Saved entries
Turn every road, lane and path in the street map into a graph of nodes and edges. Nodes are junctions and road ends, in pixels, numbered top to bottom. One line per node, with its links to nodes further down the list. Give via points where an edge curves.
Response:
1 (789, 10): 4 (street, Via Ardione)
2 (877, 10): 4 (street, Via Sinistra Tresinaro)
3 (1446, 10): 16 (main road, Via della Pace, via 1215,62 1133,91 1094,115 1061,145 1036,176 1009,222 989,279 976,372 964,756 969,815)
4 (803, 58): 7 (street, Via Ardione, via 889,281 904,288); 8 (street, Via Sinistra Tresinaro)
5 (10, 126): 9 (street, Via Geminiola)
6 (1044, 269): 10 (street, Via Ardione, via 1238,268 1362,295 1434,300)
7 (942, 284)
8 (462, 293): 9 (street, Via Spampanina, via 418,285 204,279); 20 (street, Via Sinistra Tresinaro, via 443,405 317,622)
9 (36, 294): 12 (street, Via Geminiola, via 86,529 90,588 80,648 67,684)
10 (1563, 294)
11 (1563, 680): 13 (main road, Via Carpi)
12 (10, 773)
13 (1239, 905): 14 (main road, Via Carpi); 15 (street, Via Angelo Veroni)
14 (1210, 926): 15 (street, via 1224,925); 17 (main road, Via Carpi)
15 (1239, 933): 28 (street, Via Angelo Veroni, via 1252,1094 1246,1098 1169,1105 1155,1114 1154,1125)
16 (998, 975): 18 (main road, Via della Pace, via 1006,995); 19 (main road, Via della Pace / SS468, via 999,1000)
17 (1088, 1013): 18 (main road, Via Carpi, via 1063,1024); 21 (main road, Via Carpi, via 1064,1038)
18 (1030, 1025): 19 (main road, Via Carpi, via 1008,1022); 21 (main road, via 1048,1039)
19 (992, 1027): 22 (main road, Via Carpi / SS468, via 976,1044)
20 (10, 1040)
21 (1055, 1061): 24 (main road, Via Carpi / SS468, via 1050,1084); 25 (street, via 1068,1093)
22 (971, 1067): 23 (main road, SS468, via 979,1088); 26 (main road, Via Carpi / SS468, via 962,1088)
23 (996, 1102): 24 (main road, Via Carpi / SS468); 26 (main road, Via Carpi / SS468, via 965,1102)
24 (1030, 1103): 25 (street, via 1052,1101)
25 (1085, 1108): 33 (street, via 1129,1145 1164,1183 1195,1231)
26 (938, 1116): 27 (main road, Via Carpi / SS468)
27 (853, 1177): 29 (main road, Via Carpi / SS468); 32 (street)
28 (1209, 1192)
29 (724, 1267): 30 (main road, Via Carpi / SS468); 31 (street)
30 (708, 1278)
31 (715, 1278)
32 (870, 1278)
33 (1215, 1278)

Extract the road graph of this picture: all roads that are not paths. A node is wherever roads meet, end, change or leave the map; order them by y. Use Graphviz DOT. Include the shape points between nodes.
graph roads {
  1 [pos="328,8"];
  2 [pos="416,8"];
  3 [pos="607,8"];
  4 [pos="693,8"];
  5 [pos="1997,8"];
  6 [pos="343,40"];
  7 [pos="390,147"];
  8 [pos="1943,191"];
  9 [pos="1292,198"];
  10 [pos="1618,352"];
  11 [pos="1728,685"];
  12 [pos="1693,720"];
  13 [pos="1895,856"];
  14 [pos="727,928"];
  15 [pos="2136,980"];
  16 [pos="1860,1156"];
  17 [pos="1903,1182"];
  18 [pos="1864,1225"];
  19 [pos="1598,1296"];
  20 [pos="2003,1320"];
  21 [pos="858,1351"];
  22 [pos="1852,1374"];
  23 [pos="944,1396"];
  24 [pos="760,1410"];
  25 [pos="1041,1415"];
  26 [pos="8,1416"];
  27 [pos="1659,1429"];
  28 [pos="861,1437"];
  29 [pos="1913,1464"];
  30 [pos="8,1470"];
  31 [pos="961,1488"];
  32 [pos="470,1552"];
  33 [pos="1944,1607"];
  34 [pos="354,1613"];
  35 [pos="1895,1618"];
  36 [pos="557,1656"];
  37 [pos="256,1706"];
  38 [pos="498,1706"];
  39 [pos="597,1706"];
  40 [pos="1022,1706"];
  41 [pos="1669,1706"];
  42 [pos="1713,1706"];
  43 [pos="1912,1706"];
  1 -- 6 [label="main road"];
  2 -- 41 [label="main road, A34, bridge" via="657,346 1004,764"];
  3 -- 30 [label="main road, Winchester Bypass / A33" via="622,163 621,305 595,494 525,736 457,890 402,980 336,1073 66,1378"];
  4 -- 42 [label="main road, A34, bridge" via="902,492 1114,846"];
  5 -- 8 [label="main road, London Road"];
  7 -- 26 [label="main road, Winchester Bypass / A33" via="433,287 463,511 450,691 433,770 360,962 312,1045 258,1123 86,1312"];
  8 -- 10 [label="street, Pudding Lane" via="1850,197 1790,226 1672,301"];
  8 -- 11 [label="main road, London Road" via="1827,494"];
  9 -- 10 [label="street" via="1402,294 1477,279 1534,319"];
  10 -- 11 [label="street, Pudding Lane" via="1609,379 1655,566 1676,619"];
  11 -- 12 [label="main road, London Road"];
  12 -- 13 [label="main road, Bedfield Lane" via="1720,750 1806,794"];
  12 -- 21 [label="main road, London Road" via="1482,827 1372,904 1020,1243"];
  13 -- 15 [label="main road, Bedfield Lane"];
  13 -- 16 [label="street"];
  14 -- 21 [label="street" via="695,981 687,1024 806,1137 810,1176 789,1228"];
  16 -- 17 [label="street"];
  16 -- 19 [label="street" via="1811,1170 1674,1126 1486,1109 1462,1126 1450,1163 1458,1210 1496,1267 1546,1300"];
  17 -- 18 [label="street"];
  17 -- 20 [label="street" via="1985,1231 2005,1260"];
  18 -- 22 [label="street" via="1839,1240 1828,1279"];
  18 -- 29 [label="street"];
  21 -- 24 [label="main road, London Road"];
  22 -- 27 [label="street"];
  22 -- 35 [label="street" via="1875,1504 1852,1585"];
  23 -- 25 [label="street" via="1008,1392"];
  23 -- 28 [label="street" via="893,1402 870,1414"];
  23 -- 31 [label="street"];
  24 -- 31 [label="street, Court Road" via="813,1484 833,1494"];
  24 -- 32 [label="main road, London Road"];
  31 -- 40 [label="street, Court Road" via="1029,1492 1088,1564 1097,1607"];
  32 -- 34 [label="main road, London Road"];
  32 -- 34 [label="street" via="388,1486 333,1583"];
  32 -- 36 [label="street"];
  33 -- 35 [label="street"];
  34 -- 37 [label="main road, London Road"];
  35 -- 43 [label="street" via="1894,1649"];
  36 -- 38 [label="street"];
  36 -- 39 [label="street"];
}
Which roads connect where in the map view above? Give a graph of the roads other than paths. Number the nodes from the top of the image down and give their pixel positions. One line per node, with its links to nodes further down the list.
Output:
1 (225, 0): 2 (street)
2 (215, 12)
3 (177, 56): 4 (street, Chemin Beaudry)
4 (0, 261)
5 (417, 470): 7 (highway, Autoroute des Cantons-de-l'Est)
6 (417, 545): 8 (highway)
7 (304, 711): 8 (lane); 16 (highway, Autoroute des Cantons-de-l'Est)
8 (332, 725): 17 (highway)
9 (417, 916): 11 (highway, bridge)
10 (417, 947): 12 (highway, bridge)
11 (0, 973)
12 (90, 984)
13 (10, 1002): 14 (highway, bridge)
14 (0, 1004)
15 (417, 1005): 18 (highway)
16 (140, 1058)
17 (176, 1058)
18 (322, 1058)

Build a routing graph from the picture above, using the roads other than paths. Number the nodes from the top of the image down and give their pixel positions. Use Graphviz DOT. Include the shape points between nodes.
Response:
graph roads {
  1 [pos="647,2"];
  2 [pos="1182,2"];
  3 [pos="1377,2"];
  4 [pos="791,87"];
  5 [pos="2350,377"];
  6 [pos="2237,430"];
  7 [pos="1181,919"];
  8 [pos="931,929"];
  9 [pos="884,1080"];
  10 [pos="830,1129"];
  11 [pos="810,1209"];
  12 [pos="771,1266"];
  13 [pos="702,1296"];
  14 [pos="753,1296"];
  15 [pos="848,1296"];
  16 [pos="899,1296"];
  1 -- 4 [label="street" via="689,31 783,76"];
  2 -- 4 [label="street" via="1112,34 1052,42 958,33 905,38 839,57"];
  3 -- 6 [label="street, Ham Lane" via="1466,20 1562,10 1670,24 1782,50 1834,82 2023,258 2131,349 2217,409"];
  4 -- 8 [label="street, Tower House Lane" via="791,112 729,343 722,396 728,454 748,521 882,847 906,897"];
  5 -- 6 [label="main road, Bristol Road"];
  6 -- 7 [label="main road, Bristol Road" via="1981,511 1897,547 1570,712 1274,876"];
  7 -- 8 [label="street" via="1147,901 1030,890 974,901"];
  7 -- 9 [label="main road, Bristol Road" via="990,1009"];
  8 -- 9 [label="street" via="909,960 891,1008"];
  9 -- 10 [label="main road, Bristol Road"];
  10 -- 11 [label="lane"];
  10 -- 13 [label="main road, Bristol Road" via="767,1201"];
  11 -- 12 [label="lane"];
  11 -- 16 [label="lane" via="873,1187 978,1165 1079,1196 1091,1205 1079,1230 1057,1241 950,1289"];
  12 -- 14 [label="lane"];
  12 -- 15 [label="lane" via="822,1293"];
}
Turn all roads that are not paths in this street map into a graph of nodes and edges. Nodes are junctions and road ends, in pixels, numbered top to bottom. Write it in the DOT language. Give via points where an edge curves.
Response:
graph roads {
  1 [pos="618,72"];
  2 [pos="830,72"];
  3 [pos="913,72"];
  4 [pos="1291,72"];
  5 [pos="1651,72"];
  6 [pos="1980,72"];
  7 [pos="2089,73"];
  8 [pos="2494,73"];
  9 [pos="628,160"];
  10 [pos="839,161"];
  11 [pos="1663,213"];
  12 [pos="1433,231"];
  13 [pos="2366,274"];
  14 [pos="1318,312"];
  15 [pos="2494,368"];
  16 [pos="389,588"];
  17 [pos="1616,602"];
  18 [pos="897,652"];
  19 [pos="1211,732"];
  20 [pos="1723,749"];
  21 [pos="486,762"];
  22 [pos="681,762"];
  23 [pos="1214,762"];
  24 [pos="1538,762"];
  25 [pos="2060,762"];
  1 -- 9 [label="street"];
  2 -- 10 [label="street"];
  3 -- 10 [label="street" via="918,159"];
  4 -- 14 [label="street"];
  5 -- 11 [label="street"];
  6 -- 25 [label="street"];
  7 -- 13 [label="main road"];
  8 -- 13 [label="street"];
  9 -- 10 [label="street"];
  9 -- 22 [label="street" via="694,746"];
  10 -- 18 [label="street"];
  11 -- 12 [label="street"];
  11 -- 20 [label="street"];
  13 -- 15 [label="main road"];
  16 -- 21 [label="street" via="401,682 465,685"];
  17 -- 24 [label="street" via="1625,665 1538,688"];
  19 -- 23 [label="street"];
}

**Directions for this task:** Every line above that holds the string "Geminiola" should be copied into the answer.

**Result of this exercise:**
5 (10, 126): 9 (street, Via Geminiola)
9 (36, 294): 12 (street, Via Geminiola, via 86,529 90,588 80,648 67,684)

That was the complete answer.